Why does the KMP (Knuth-Morris-Pratt) algorithm use length = prefixTable[length - 1]
instead of simply length = length - 1
in the following code? I'm confused because I initially thought that both assignments would yield the same result. I understand that I'm mistaken, but I'm not sure where I went wrong. Could someone please explain this difference with examples?
private int[] buildPrefixTable(String s) {
int[] prefixTable = new int[s.length()];
int length = 0;
for (int i = 1; i < s.length(); i++) {
while (length > 0 && s.charAt(i) != s.charAt(length)) {
length = prefixTable[length - 1];
}
if (s.charAt(i) == s.charAt(length)) {
length++;
}
prefixTable[i] = length;
}
return prefixTable;
}
At each index, we need to compute the length of the longest proper suffix at this point that is also a prefix of the whole string. If the suffix from the previous index cannot be extended further, it is incorrect to simply decrement the length by one as we do not know if shifting the suffix over will still match with a prefix.

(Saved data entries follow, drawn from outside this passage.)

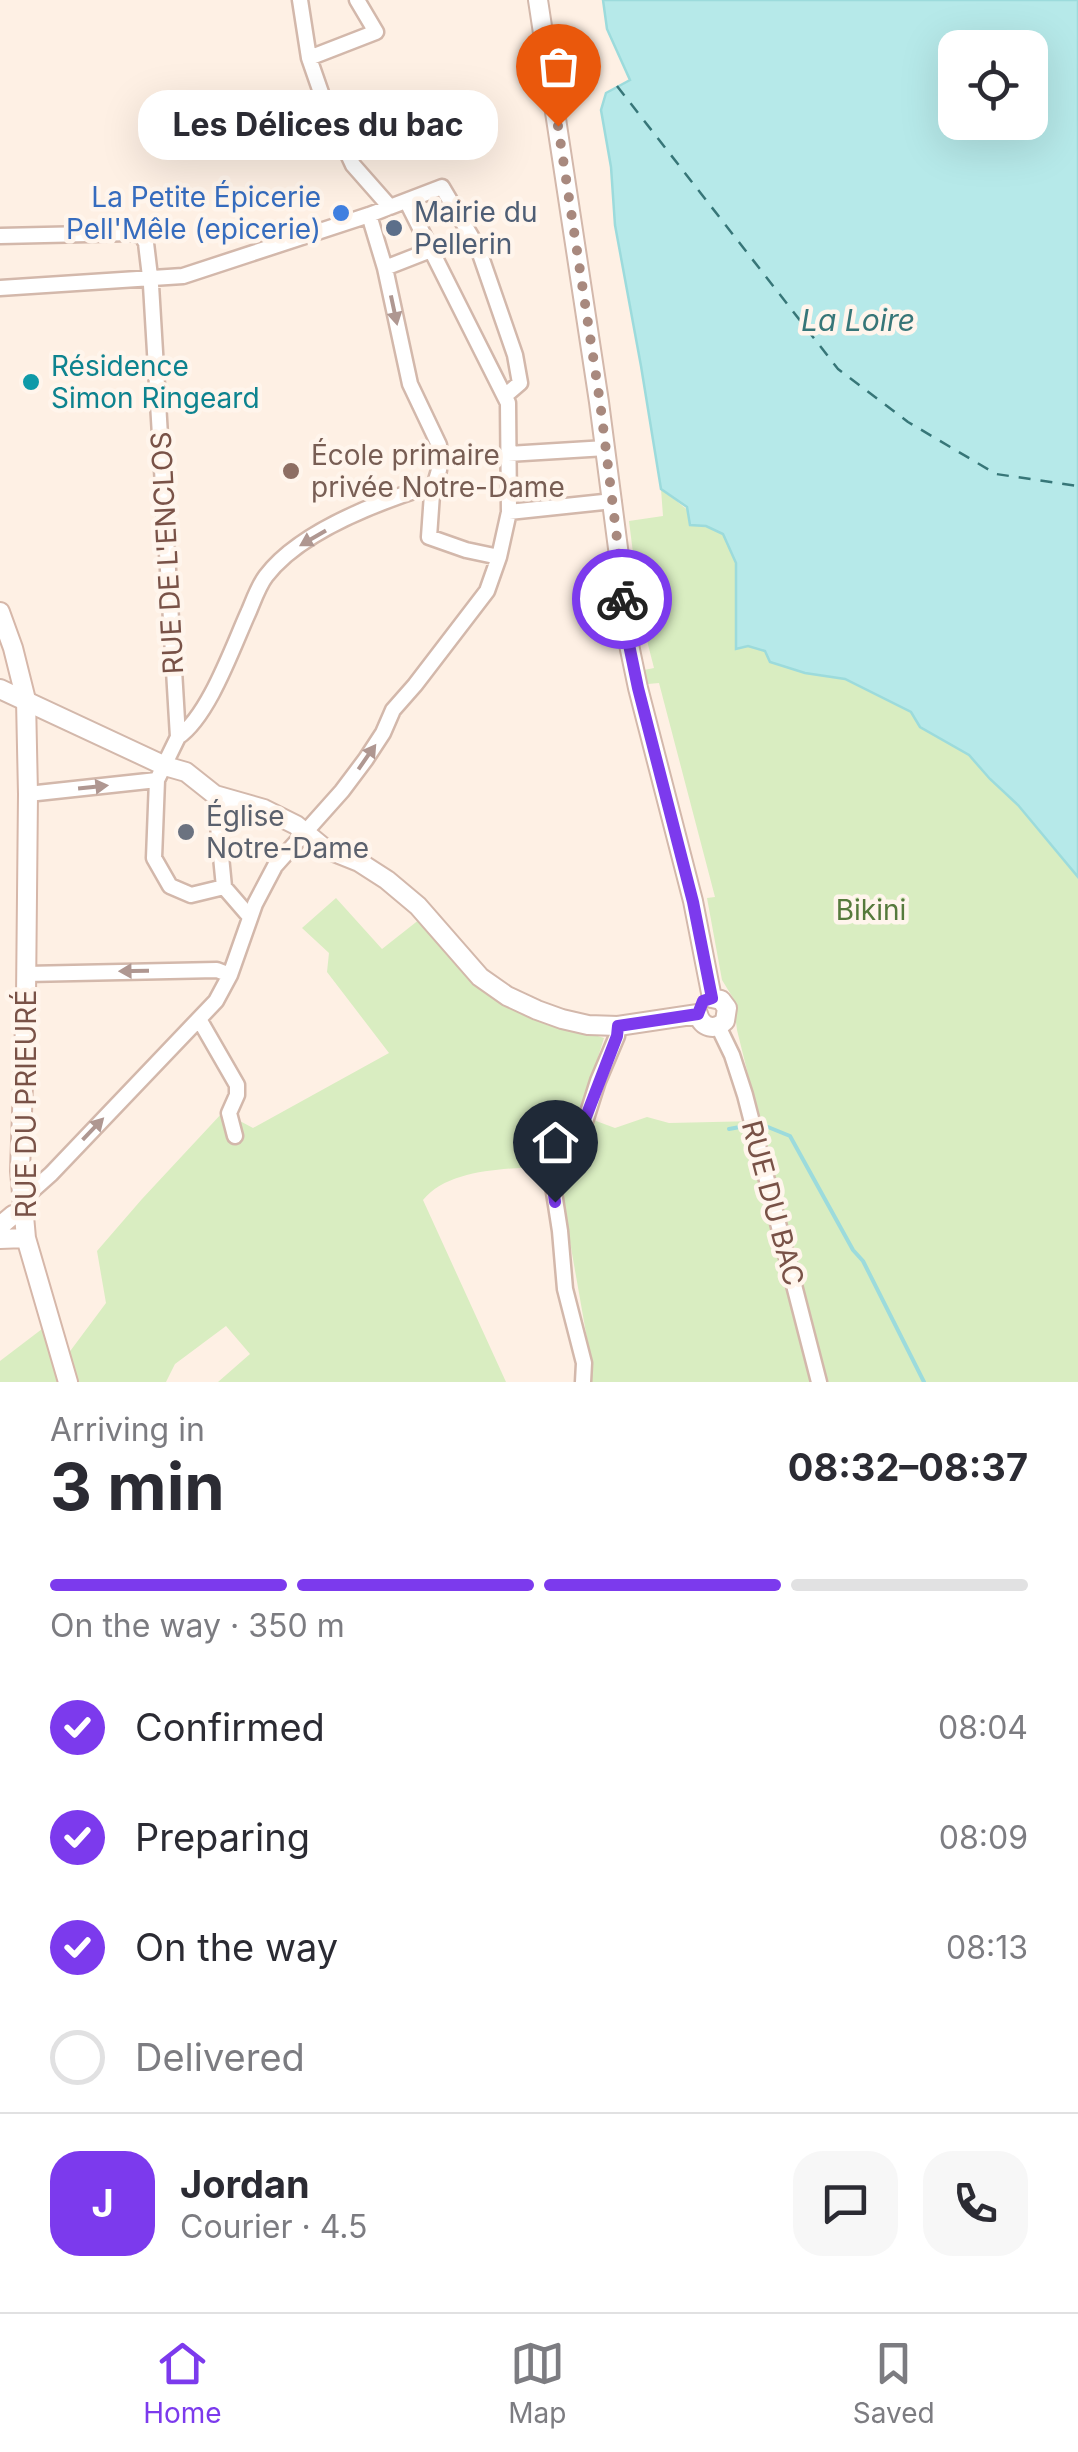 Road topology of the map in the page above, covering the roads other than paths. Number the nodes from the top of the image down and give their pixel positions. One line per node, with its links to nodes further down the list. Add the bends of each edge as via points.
1 (300, 0): 4 (street)
2 (357, 0): 4 (street, via 376,32)
3 (538, 2): 14 (street)
4 (309, 58): 6 (street, via 353,165)
5 (407, 202): 6 (street); 9 (street); 13 (street, via 442,187 478,248 515,355 520,383)
6 (390, 207): 7 (street)
7 (369, 216): 10 (street); 11 (street, via 183,276)
8 (0, 236): 11 (street, RUE DE L'ENCLOS, via 133,233 146,243)
9 (431, 250): 10 (street); 13 (street)
10 (385, 268): 16 (street, one-way to 16, via 410,384 439,445)
11 (150, 278): 12 (street); 23 (street, RUE DE L'ENCLOS)
12 (0, 288)
13 (506, 395): 15 (street)
14 (606, 448): 15 (street); 17 (street)
15 (507, 454): 18 (street)
16 (432, 494): 19 (street, via 429,537); 23 (street, one-way to 23, via 420,489 348,518 296,548 266,576 211,696)
17 (613, 501): 18 (street); 32 (street, via 623,616)
18 (509, 512): 19 (street)
19 (499, 557): 27 (street, one-way to 19, via 366,760 393,710 486,592)
20 (0, 612): 22 (street, RUE DU PRIEURÉ)
21 (0, 689): 22 (street)
22 (26, 700): 24 (street); 25 (street, RUE DU PRIEURÉ)
23 (178, 738): 24 (street)
24 (161, 773): 25 (street, one-way to 24); 26 (street, via 186,772); 28 (street, via 154,858 170,886 191,896)
25 (28, 794): 30 (street, RUE DU PRIEURÉ)
26 (215, 795): 27 (street, via 264,808); 28 (street)
27 (304, 831): 29 (street, via 275,866); 35 (street, via 387,880 480,977 507,996 562,1020)
28 (224, 887): 29 (street)
29 (250, 918): 31 (street)
30 (26, 974): 31 (street, one-way to 30); 38 (street, RUE DU PRIEURÉ)
31 (230, 975): 34 (street)
32 (712, 998): 33 (street); 36 (street, via 726,1008)
33 (698, 1014): 35 (street); 36 (street, via 705,1025)
34 (200, 1019): 37 (street, via 237,1084 230,1112); 38 (street, one-way to 34, via 51,1174)
35 (618, 1026): 44 (street, via 584,1122 551,1173)
36 (718, 1026): 45 (street, RUE DU BAC, via 736,1066)
37 (235, 1136)
38 (22, 1193): 39 (street, RUE DU PRIEURÉ)
39 (23, 1214): 40 (street); 41 (street, RUE DU PRIEURÉ)
40 (0, 1226)
41 (26, 1238): 42 (street); 43 (street, RUE DU PRIEURÉ)
42 (0, 1239)
43 (68, 1382)
44 (583, 1382)
45 (819, 1382)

Consider the string "ababb". At the second last character, we have prefixTable[3] = 2
with "ab"
being the longest proper suffix that matches a prefix. Moving on to the last character, we see that 'a'
does not match 'b'
. If at this point we simply decremented the length, we would be assuming that the suffix of length 1 ending at index 3 is also a prefix of the whole string, i.e. "b" = "a"
. But we would not be checking this incorrect assumption, as we only compare the one new character.
By looking up prefixTable[length - 1]
instead, we get the longest proper suffix of the first length
characters (which is a prefix of the entire string) that is also a prefix. Note that the prefix with length
characters has an occurrence starting at the beginning of the string and one ending at the previous index, so a proper suffix of it would also be a proper suffix of the prefix up to the previous index. This ensures that we jump to a point where the suffix at the previous index still matches a prefix.